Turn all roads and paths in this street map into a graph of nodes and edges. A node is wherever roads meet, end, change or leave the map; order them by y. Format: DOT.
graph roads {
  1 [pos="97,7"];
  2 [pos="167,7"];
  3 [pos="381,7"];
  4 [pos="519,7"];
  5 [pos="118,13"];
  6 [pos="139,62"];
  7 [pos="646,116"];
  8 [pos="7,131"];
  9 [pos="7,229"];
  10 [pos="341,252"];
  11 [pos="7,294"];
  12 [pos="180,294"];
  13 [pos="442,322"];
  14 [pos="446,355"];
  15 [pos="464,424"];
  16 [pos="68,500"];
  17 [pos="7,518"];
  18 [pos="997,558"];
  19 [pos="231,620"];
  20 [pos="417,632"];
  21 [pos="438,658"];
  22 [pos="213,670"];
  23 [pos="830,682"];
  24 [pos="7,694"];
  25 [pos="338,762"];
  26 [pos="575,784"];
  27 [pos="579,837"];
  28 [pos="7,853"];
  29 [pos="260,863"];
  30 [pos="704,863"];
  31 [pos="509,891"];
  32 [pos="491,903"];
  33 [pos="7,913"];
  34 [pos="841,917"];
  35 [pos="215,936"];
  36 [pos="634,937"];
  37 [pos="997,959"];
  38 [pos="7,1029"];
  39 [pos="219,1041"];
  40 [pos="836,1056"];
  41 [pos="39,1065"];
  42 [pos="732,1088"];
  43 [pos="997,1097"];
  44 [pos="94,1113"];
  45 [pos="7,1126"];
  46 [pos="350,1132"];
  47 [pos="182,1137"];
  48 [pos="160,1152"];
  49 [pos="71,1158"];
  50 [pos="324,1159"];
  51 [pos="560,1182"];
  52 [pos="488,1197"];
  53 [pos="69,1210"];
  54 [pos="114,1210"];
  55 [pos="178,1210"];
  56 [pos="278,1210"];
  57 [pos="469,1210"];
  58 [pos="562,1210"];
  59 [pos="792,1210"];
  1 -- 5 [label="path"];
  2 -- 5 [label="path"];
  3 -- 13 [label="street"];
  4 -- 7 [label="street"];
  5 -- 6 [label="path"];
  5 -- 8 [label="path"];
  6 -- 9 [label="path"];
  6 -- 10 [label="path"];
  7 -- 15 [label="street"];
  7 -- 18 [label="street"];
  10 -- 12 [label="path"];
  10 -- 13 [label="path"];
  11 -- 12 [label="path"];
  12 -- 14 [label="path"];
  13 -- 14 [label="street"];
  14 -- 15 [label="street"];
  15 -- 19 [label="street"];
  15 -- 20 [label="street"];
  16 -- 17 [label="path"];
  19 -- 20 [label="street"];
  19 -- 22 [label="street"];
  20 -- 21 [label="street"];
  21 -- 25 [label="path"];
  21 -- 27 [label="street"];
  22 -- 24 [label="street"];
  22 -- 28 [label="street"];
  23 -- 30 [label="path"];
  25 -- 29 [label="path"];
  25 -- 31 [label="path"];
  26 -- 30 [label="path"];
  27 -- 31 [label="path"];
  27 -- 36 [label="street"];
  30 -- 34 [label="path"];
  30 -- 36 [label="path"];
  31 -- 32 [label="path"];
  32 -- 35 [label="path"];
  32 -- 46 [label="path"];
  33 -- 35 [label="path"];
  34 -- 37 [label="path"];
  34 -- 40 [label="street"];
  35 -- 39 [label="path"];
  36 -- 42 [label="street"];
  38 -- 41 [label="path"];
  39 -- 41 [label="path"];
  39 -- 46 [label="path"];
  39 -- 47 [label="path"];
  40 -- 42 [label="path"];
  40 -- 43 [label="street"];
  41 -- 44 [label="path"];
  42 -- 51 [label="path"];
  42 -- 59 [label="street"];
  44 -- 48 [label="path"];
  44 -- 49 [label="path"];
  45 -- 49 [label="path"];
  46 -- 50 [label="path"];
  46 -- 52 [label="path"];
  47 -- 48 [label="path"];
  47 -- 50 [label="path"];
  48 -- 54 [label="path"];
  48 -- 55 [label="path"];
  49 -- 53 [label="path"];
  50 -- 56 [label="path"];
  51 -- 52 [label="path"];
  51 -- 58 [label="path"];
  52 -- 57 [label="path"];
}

=== Your goal ===
Take the listing above and write it out again exactly.

=== Reply ===
Turn all roads and paths in this street map into a graph of nodes and edges. A node is wherever roads meet, end, change or leave the map; order them by y. Format: DOT.
graph roads {
  1 [pos="97,7"];
  2 [pos="167,7"];
  3 [pos="381,7"];
  4 [pos="519,7"];
  5 [pos="118,13"];
  6 [pos="139,62"];
  7 [pos="646,116"];
  8 [pos="7,131"];
  9 [pos="7,229"];
  10 [pos="341,252"];
  11 [pos="7,294"];
  12 [pos="180,294"];
  13 [pos="442,322"];
  14 [pos="446,355"];
  15 [pos="464,424"];
  16 [pos="68,500"];
  17 [pos="7,518"];
  18 [pos="997,558"];
  19 [pos="231,620"];
  20 [pos="417,632"];
  21 [pos="438,658"];
  22 [pos="213,670"];
  23 [pos="830,682"];
  24 [pos="7,694"];
  25 [pos="338,762"];
  26 [pos="575,784"];
  27 [pos="579,837"];
  28 [pos="7,853"];
  29 [pos="260,863"];
  30 [pos="704,863"];
  31 [pos="509,891"];
  32 [pos="491,903"];
  33 [pos="7,913"];
  34 [pos="841,917"];
  35 [pos="215,936"];
  36 [pos="634,937"];
  37 [pos="997,959"];
  38 [pos="7,1029"];
  39 [pos="219,1041"];
  40 [pos="836,1056"];
  41 [pos="39,1065"];
  42 [pos="732,1088"];
  43 [pos="997,1097"];
  44 [pos="94,1113"];
  45 [pos="7,1126"];
  46 [pos="350,1132"];
  47 [pos="182,1137"];
  48 [pos="160,1152"];
  49 [pos="71,1158"];
  50 [pos="324,1159"];
  51 [pos="560,1182"];
  52 [pos="488,1197"];
  53 [pos="69,1210"];
  54 [pos="114,1210"];
  55 [pos="178,1210"];
  56 [pos="278,1210"];
  57 [pos="469,1210"];
  58 [pos="562,1210"];
  59 [pos="792,1210"];
  1 -- 5 [label="path"];
  2 -- 5 [label="path"];
  3 -- 13 [label="street"];
  4 -- 7 [label="street"];
  5 -- 6 [label="path"];
  5 -- 8 [label="path"];
  6 -- 9 [label="path"];
  6 -- 10 [label="path"];
  7 -- 15 [label="street"];
  7 -- 18 [label="street"];
  10 -- 12 [label="path"];
  10 -- 13 [label="path"];
  11 -- 12 [label="path"];
  12 -- 14 [label="path"];
  13 -- 14 [label="street"];
  14 -- 15 [label="street"];
  15 -- 19 [label="street"];
  15 -- 20 [label="street"];
  16 -- 17 [label="path"];
  19 -- 20 [label="street"];
  19 -- 22 [label="street"];
  20 -- 21 [label="street"];
  21 -- 25 [label="path"];
  21 -- 27 [label="street"];
  22 -- 24 [label="street"];
  22 -- 28 [label="street"];
  23 -- 30 [label="path"];
  25 -- 29 [label="path"];
  25 -- 31 [label="path"];
  26 -- 30 [label="path"];
  27 -- 31 [label="path"];
  27 -- 36 [label="street"];
  30 -- 34 [label="path"];
  30 -- 36 [label="path"];
  31 -- 32 [label="path"];
  32 -- 35 [label="path"];
  32 -- 46 [label="path"];
  33 -- 35 [label="path"];
  34 -- 37 [label="path"];
  34 -- 40 [label="street"];
  35 -- 39 [label="path"];
  36 -- 42 [label="street"];
  38 -- 41 [label="path"];
  39 -- 41 [label="path"];
  39 -- 46 [label="path"];
  39 -- 47 [label="path"];
  40 -- 42 [label="path"];
  40 -- 43 [label="street"];
  41 -- 44 [label="path"];
  42 -- 51 [label="path"];
  42 -- 59 [label="street"];
  44 -- 48 [label="path"];
  44 -- 49 [label="path"];
  45 -- 49 [label="path"];
  46 -- 50 [label="path"];
  46 -- 52 [label="path"];
  47 -- 48 [label="path"];
  47 -- 50 [label="path"];
  48 -- 54 [label="path"];
  48 -- 55 [label="path"];
  49 -- 53 [label="path"];
  50 -- 56 [label="path"];
  51 -- 52 [label="path"];
  51 -- 58 [label="path"];
  52 -- 57 [label="path"];
}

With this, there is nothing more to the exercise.